Finally, Butler's chapter on "White Women in the Plantation Economy" (Chapter 6) raises to the fore a much neglected topic in emancipation historiography specifically and Caribbean historiography in general. After outlining the legal dimensions of women as property owners, Butler illustrates how women made claims for compensation. In fact, white women usually "owned fewer than 10 slaves", in Barbados women's claims for compensations represented 37% of total claims! Like their male counterparts, women used the compensation awards to maintain social positions, expand and speculate, or join the plantocracy. Perhaps their most important role was as a provider of credit. According to Butler, white Barbadian women provided fully 10% of all credit to Barbadian planters between 1823 and 1843, and these women were involved in 10% of all plantation sales--"a figure which was out of all proportion to their small numbers" (p. 107).

Ultimately, The Economics of Emancipation focuses more heavily on Barbados than Jamaica--not a bad thing, but somewhat misleading from the title. Butler's brief one paragraph discussion of the different roles of churches in Barbados and Jamaica at the end of Chapter 7 may be the subject of a future study (or another chapter). For instance, why did the Barbadian Church of England clergy not show the same interest in helping laborers that the Baptist and Methodist missionaries did in Jamaica? Lastly, the work suffers from a number of typographical errors. Though none appear major, they are annoying.

Despite these minor shortcomings, The Economics of Emancipation could be a useful addition to upper level undergraduate courses focusing on economic history, comparative slavery and abolition, and courses focusing on ethnic issues in the Caribbean. Graduate students studying for comprehensive exams on the 19th century or slavery and emancipation should certainly add the work to their bibliographies.

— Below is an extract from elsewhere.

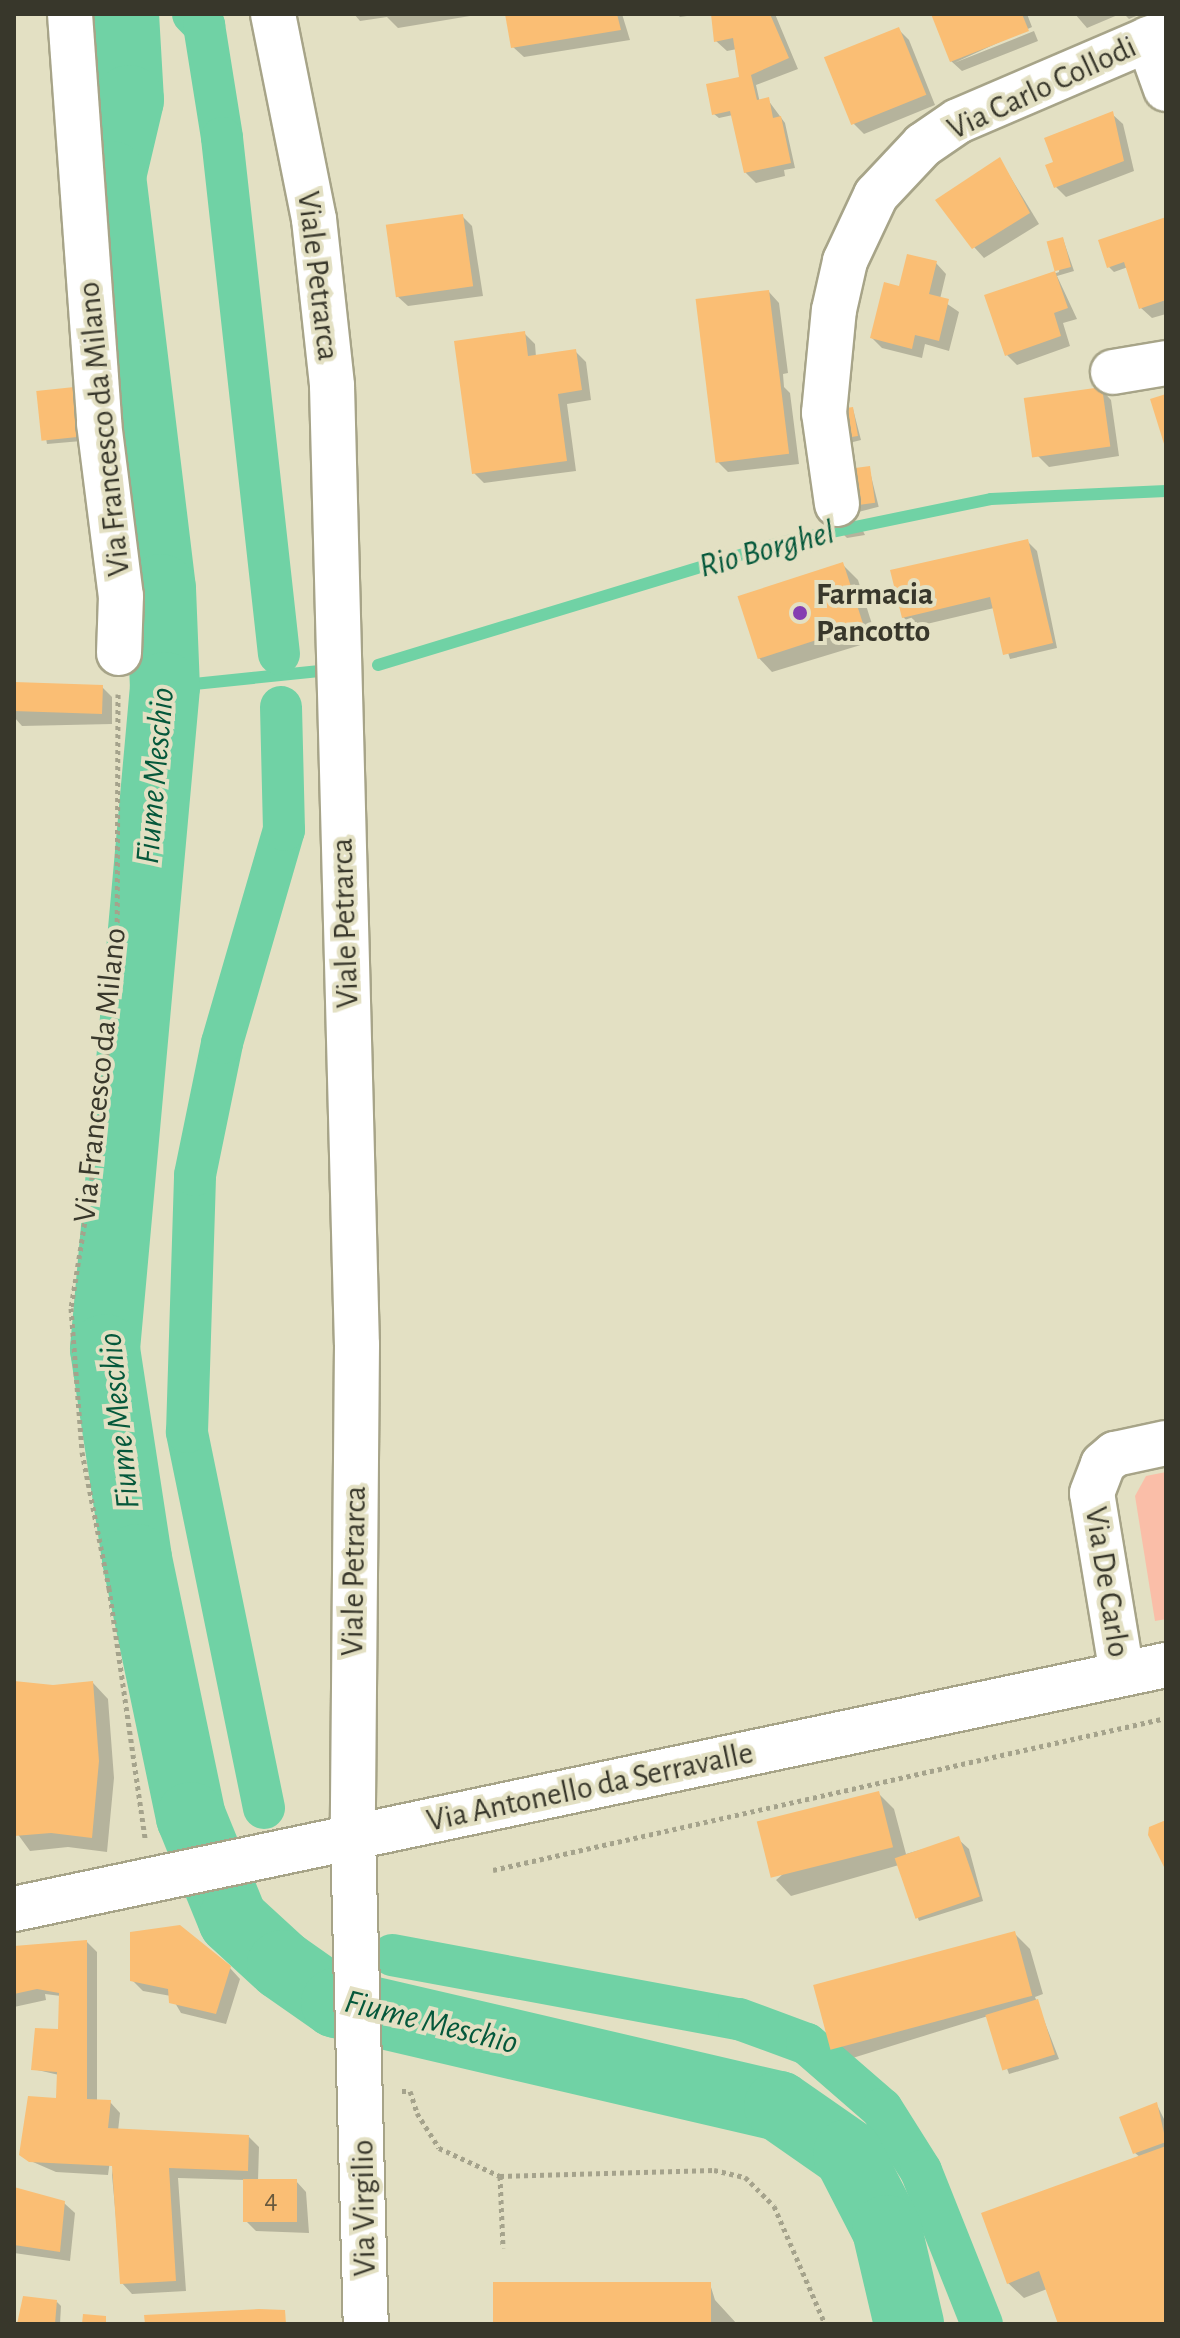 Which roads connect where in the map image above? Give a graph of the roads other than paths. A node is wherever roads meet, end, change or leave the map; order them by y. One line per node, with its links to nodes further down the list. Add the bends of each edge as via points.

All-in-all, The Economics of Emancipation has a little something for everyone. Whereas those with a proclivity toward social history may usually find discussions of credit and investment dry and boring, Butler capably weaves an attention-holding account of the emancipation process. Her constant use of anecdotal case studies to back up nearly every point, while sometimes bordering on overload (especially as the reader tries to keep names and locations straight), brings the economics to life and solidifies her assertions. Those concerned with race will find little about the lives of slaves and emancipated Africans, but will find an interesting comparison of why free Africans in Jamaica were better able to become landowners than their counterparts in Barbados (see pp. 112-119). Butler's chapter on white women is a must read for those interested in gender issues. Hopefully this chapter will provoke further investigation on this topic. Finally, those with an eye to modern dilemmas of governmental appropriations and compensations in times of tight treasury purse strings will find interesting the similar dilemmas of British counterparts 150 years ago. Besides the U.S. congress's tax and spend dilemmas, the debate over compensating property owners for potential devaluations in property in the 1830s holds an eerie similarity to current plans to compensate U.S. landowners who argue they will lose money due to environmental legislation.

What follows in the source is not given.